## Problem description:
Within the records below, find each line that holds the string "dead", then copy it.

## Supplied records:

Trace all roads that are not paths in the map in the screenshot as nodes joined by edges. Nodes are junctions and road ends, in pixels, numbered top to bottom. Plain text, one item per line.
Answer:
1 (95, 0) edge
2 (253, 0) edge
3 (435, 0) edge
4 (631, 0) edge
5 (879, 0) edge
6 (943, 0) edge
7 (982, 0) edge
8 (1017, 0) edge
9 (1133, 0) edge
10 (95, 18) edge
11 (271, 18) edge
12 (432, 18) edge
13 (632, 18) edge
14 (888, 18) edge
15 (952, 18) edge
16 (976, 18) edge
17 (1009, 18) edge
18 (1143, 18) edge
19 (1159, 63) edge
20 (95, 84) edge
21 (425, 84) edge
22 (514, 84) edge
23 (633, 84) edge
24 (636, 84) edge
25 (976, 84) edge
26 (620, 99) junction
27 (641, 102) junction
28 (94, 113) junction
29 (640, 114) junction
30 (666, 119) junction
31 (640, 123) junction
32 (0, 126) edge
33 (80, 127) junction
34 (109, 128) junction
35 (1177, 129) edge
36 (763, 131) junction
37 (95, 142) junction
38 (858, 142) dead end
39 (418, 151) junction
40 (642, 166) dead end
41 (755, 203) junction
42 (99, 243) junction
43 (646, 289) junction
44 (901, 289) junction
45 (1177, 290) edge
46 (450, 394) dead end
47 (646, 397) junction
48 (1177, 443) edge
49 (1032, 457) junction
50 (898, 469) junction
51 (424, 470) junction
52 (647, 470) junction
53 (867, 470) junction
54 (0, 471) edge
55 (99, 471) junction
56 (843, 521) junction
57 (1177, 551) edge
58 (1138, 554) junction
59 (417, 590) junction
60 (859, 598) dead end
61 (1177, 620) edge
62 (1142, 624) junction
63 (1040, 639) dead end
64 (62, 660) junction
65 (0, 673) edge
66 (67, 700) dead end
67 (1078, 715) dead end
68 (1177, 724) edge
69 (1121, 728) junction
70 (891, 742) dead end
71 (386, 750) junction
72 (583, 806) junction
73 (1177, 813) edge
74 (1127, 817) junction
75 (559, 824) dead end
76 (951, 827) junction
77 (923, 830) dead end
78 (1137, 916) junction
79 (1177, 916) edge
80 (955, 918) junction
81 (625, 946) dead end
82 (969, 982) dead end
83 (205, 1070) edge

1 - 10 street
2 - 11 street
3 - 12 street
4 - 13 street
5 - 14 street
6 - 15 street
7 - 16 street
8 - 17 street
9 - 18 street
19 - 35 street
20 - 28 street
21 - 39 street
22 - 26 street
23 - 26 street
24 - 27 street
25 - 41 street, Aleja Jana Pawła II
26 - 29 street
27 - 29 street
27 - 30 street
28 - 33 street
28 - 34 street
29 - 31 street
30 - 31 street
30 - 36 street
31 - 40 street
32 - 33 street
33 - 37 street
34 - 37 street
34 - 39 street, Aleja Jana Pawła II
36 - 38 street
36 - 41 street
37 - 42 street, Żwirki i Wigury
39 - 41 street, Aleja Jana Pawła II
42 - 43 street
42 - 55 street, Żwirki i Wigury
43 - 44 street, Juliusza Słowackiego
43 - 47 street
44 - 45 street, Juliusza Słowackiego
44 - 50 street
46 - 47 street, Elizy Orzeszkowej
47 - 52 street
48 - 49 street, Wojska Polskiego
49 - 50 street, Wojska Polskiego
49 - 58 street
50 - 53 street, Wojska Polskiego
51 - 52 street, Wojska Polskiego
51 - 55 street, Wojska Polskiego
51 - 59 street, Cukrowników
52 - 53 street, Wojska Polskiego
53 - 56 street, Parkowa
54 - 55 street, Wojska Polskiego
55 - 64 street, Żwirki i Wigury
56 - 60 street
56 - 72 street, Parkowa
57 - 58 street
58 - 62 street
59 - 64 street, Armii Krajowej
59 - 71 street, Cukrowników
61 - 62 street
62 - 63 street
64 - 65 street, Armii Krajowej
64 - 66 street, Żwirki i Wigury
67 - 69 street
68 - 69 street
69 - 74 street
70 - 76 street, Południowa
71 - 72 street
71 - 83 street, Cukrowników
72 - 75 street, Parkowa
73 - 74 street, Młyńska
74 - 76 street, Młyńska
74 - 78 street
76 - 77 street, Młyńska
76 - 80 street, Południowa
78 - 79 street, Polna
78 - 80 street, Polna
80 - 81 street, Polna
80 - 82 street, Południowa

## Problem solution:
38 (858, 142) dead end
40 (642, 166) dead end
46 (450, 394) dead end
60 (859, 598) dead end
63 (1040, 639) dead end
66 (67, 700) dead end
67 (1078, 715) dead end
70 (891, 742) dead end
75 (559, 824) dead end
77 (923, 830) dead end
81 (625, 946) dead end
82 (969, 982) dead end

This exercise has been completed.